Supplied records:

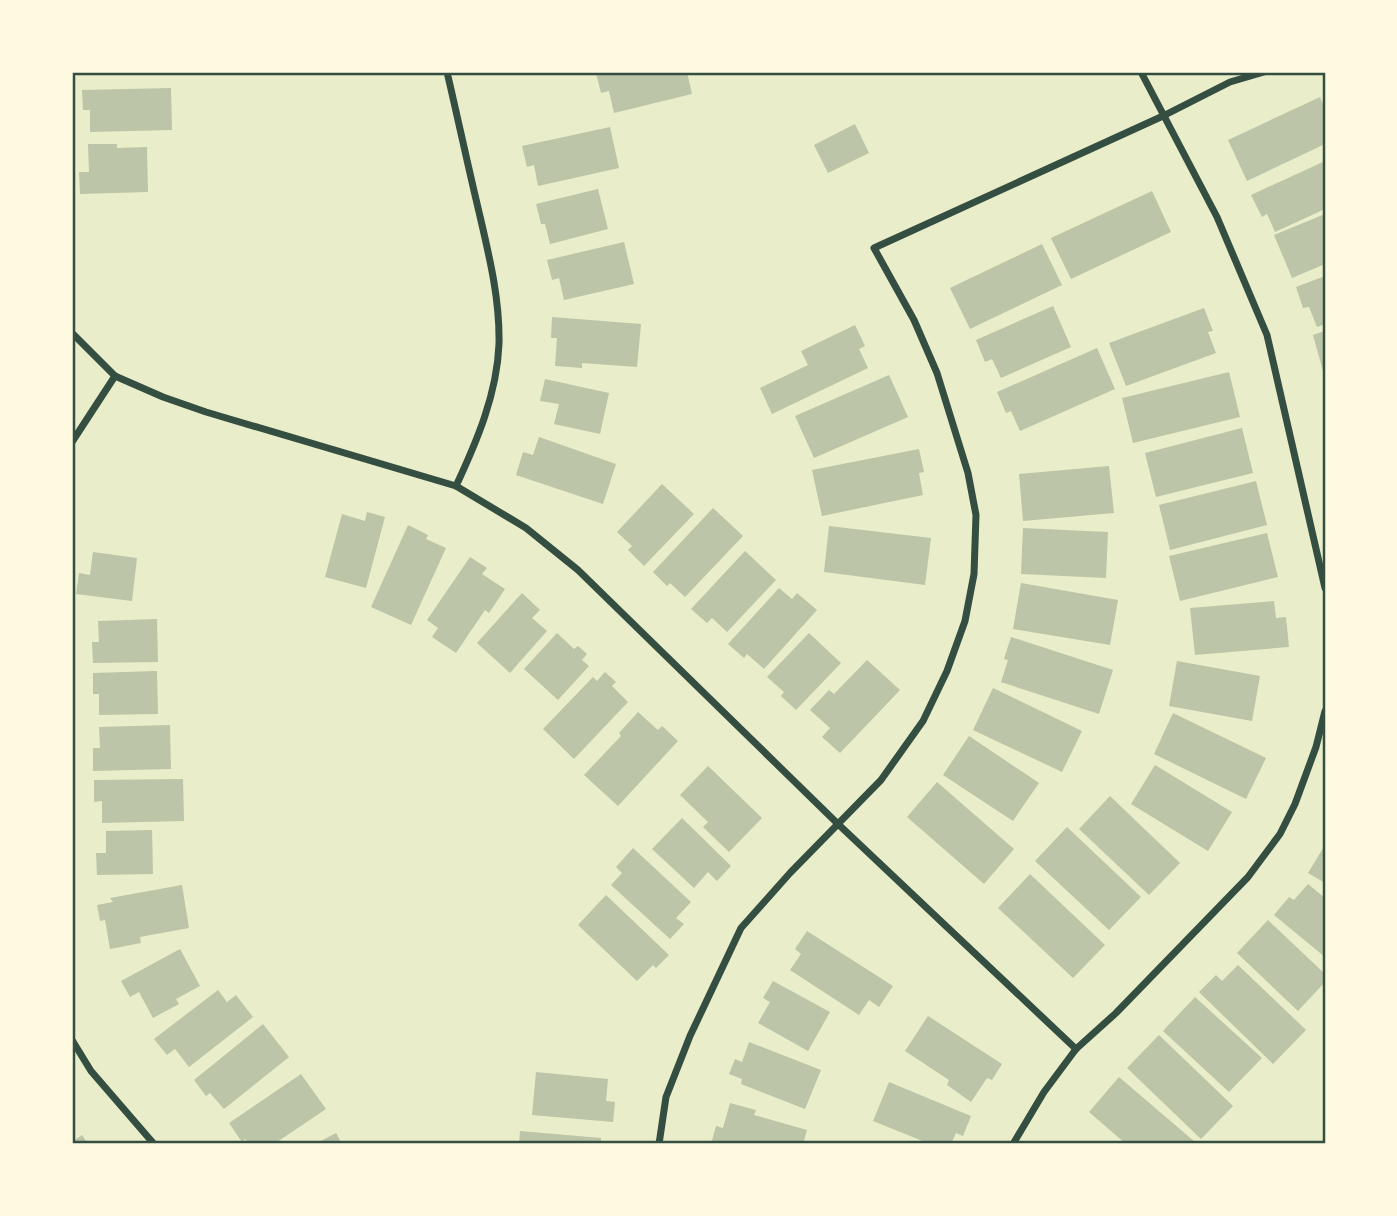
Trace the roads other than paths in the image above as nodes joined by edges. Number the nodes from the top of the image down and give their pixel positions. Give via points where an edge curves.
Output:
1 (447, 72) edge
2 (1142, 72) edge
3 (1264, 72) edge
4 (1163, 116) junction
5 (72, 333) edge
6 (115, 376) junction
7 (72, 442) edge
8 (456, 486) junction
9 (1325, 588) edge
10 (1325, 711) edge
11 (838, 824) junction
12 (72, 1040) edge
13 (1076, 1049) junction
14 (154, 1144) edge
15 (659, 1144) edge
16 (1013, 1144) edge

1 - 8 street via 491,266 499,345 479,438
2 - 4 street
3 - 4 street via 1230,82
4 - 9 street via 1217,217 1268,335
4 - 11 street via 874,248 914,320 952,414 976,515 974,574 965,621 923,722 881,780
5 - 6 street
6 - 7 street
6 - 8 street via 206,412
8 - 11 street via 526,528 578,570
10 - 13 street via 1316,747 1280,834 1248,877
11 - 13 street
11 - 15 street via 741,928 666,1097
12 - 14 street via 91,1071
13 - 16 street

Try it: Images are to be left out; everything else in the material must be written out exactly.

Written answer:
Trace the roads other than paths in the image above as nodes joined by edges. Number the nodes from the top of the image down and give their pixel positions. Give via points where an edge curves.
Output:
1 (447, 72) edge
2 (1142, 72) edge
3 (1264, 72) edge
4 (1163, 116) junction
5 (72, 333) edge
6 (115, 376) junction
7 (72, 442) edge
8 (456, 486) junction
9 (1325, 588) edge
10 (1325, 711) edge
11 (838, 824) junction
12 (72, 1040) edge
13 (1076, 1049) junction
14 (154, 1144) edge
15 (659, 1144) edge
16 (1013, 1144) edge

1 - 8 street via 491,266 499,345 479,438
2 - 4 street
3 - 4 street via 1230,82
4 - 9 street via 1217,217 1268,335
4 - 11 street via 874,248 914,320 952,414 976,515 974,574 965,621 923,722 881,780
5 - 6 street
6 - 7 street
6 - 8 street via 206,412
8 - 11 street via 526,528 578,570
10 - 13 street via 1316,747 1280,834 1248,877
11 - 13 street
11 - 15 street via 741,928 666,1097
12 - 14 street via 91,1071
13 - 16 street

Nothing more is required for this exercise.